*GOAL OF THE EXERCISE:*
Give all of the data again exactly as written, omitting every image.

-=-=-=-=-

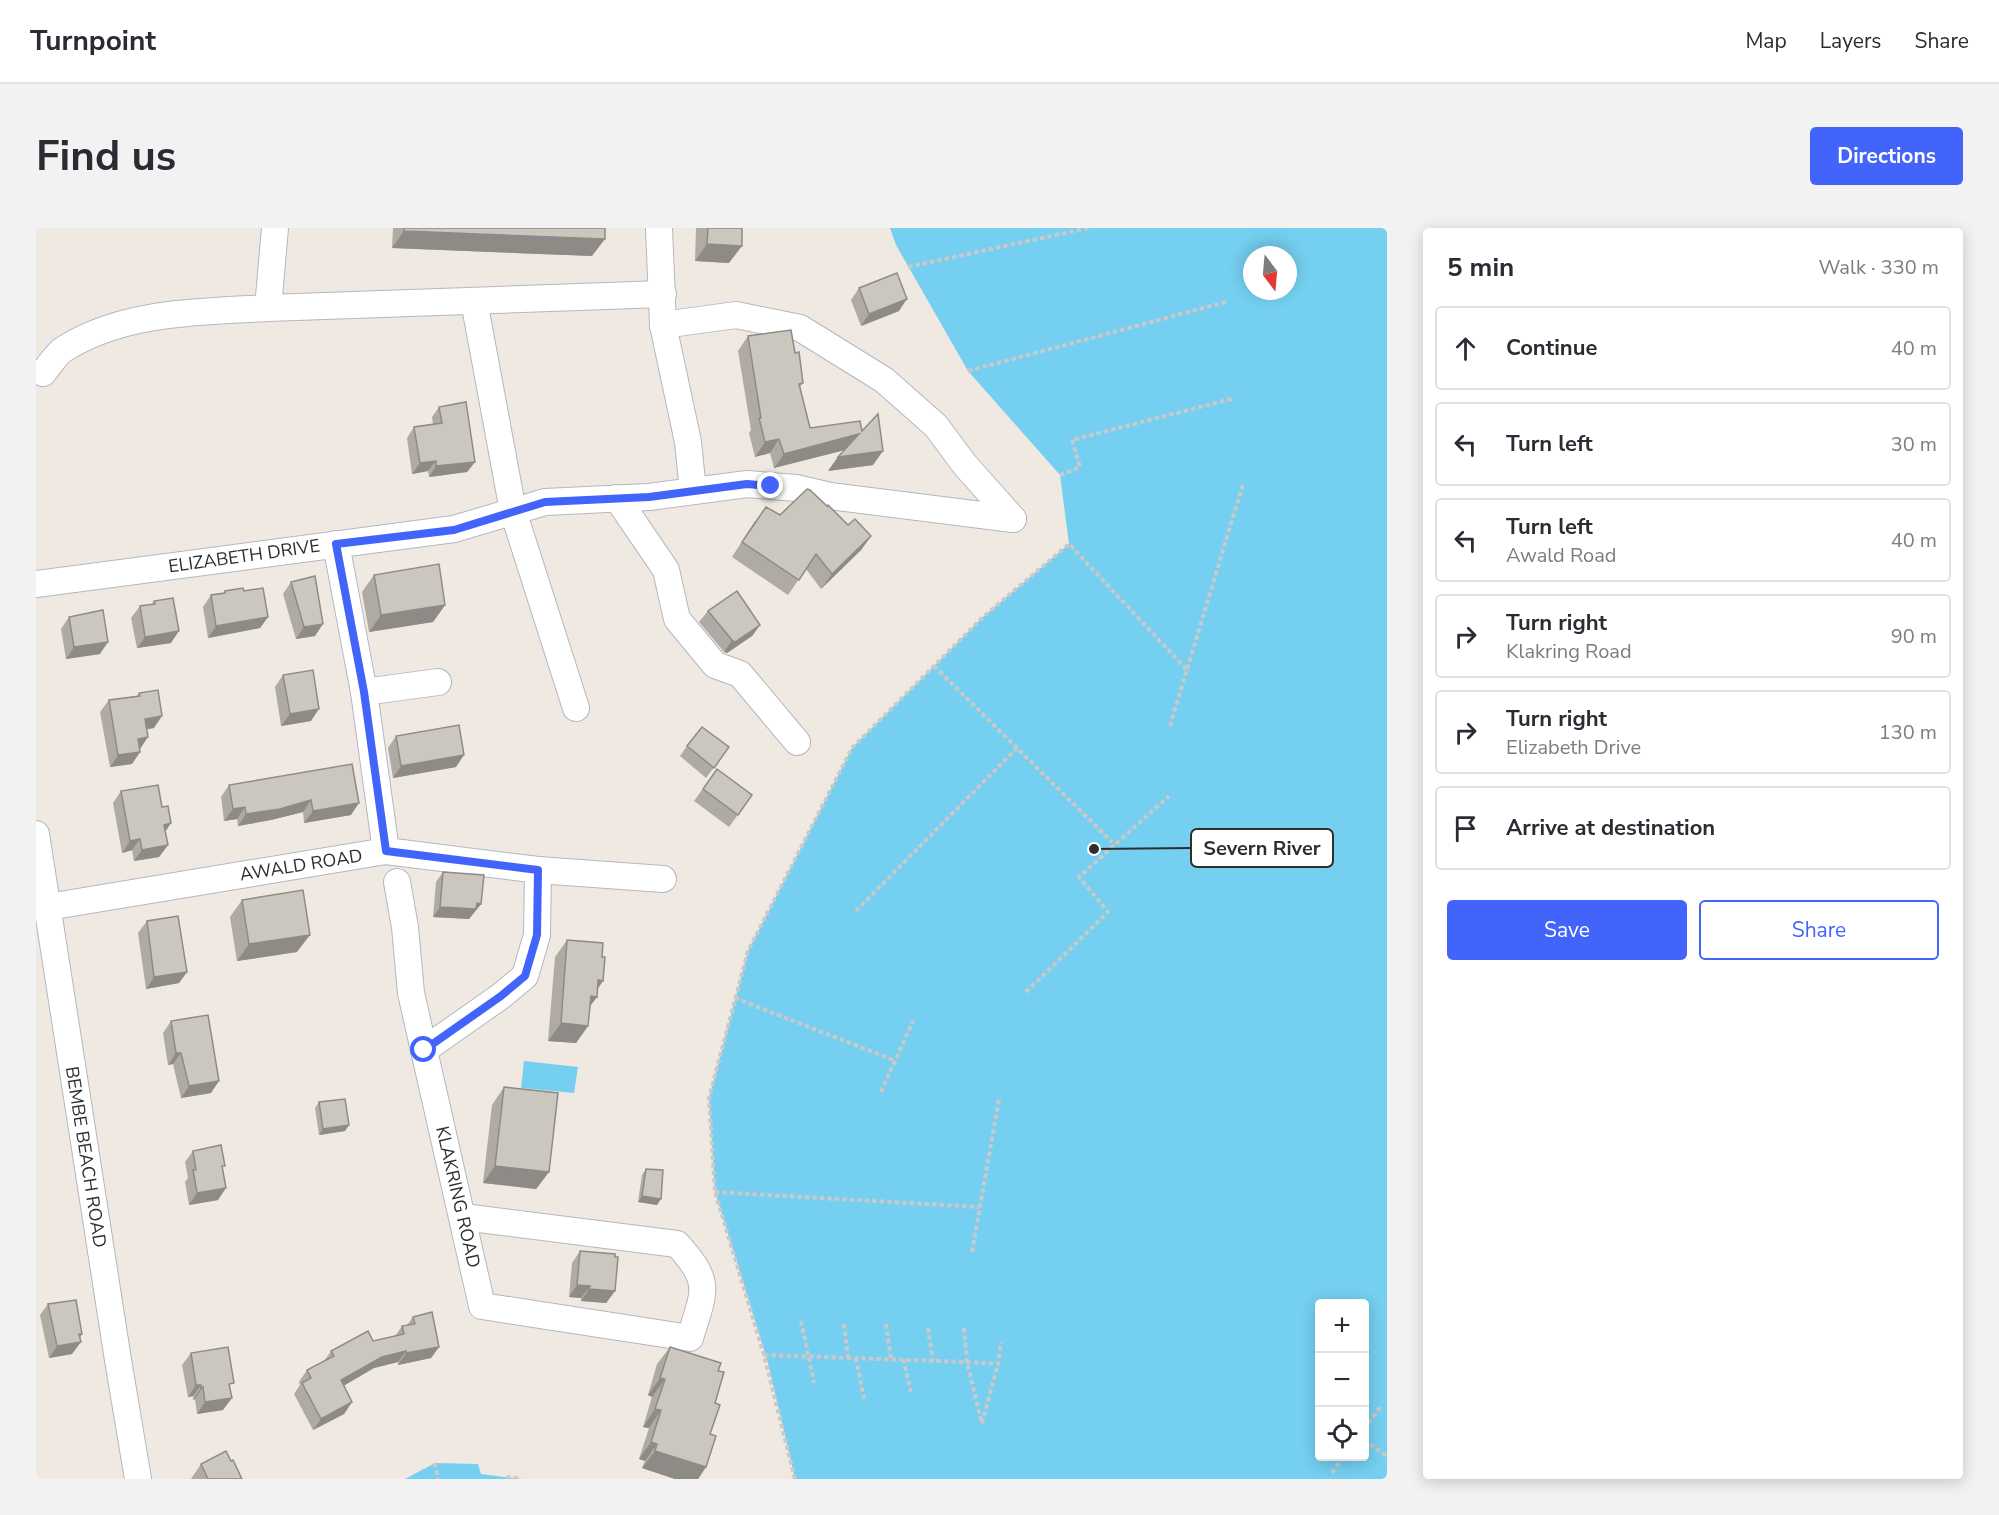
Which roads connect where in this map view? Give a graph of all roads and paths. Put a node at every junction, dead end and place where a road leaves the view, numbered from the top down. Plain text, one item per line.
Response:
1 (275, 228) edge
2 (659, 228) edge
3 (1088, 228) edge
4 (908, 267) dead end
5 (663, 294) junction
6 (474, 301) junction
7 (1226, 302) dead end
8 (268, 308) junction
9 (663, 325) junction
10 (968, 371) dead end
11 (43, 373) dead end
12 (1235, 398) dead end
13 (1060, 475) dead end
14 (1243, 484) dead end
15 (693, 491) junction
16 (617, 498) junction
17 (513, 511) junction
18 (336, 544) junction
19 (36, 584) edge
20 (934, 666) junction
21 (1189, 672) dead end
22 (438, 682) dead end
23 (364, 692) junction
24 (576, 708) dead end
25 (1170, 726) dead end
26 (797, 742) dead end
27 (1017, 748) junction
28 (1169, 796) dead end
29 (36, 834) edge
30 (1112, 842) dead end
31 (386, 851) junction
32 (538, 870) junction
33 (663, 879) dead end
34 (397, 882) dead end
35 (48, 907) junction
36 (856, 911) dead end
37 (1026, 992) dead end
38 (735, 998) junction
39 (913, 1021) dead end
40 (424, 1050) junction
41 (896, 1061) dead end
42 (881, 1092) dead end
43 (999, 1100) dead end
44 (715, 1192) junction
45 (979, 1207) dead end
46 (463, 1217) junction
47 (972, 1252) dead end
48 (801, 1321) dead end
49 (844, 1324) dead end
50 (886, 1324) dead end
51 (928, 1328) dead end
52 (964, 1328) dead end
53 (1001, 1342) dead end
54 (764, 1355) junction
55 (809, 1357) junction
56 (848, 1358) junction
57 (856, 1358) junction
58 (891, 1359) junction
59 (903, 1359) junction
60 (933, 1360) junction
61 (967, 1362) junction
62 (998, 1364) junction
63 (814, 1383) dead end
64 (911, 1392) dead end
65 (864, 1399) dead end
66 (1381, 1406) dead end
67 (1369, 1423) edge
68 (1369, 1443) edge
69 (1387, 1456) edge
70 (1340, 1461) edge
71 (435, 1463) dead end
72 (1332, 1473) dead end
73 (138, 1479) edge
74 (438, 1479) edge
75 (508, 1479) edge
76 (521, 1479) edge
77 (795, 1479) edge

-=-=-=-=-

*ANSWER TO THE EXERCISE:*
Which roads connect where in this map view? Give a graph of all roads and paths. Put a node at every junction, dead end and place where a road leaves the view, numbered from the top down. Plain text, one item per line.
Response:
1 (275, 228) edge
2 (659, 228) edge
3 (1088, 228) edge
4 (908, 267) dead end
5 (663, 294) junction
6 (474, 301) junction
7 (1226, 302) dead end
8 (268, 308) junction
9 (663, 325) junction
10 (968, 371) dead end
11 (43, 373) dead end
12 (1235, 398) dead end
13 (1060, 475) dead end
14 (1243, 484) dead end
15 (693, 491) junction
16 (617, 498) junction
17 (513, 511) junction
18 (336, 544) junction
19 (36, 584) edge
20 (934, 666) junction
21 (1189, 672) dead end
22 (438, 682) dead end
23 (364, 692) junction
24 (576, 708) dead end
25 (1170, 726) dead end
26 (797, 742) dead end
27 (1017, 748) junction
28 (1169, 796) dead end
29 (36, 834) edge
30 (1112, 842) dead end
31 (386, 851) junction
32 (538, 870) junction
33 (663, 879) dead end
34 (397, 882) dead end
35 (48, 907) junction
36 (856, 911) dead end
37 (1026, 992) dead end
38 (735, 998) junction
39 (913, 1021) dead end
40 (424, 1050) junction
41 (896, 1061) dead end
42 (881, 1092) dead end
43 (999, 1100) dead end
44 (715, 1192) junction
45 (979, 1207) dead end
46 (463, 1217) junction
47 (972, 1252) dead end
48 (801, 1321) dead end
49 (844, 1324) dead end
50 (886, 1324) dead end
51 (928, 1328) dead end
52 (964, 1328) dead end
53 (1001, 1342) dead end
54 (764, 1355) junction
55 (809, 1357) junction
56 (848, 1358) junction
57 (856, 1358) junction
58 (891, 1359) junction
59 (903, 1359) junction
60 (933, 1360) junction
61 (967, 1362) junction
62 (998, 1364) junction
63 (814, 1383) dead end
64 (911, 1392) dead end
65 (864, 1399) dead end
66 (1381, 1406) dead end
67 (1369, 1423) edge
68 (1369, 1443) edge
69 (1387, 1456) edge
70 (1340, 1461) edge
71 (435, 1463) dead end
72 (1332, 1473) dead end
73 (138, 1479) edge
74 (438, 1479) edge
75 (508, 1479) edge
76 (521, 1479) edge
77 (795, 1479) edge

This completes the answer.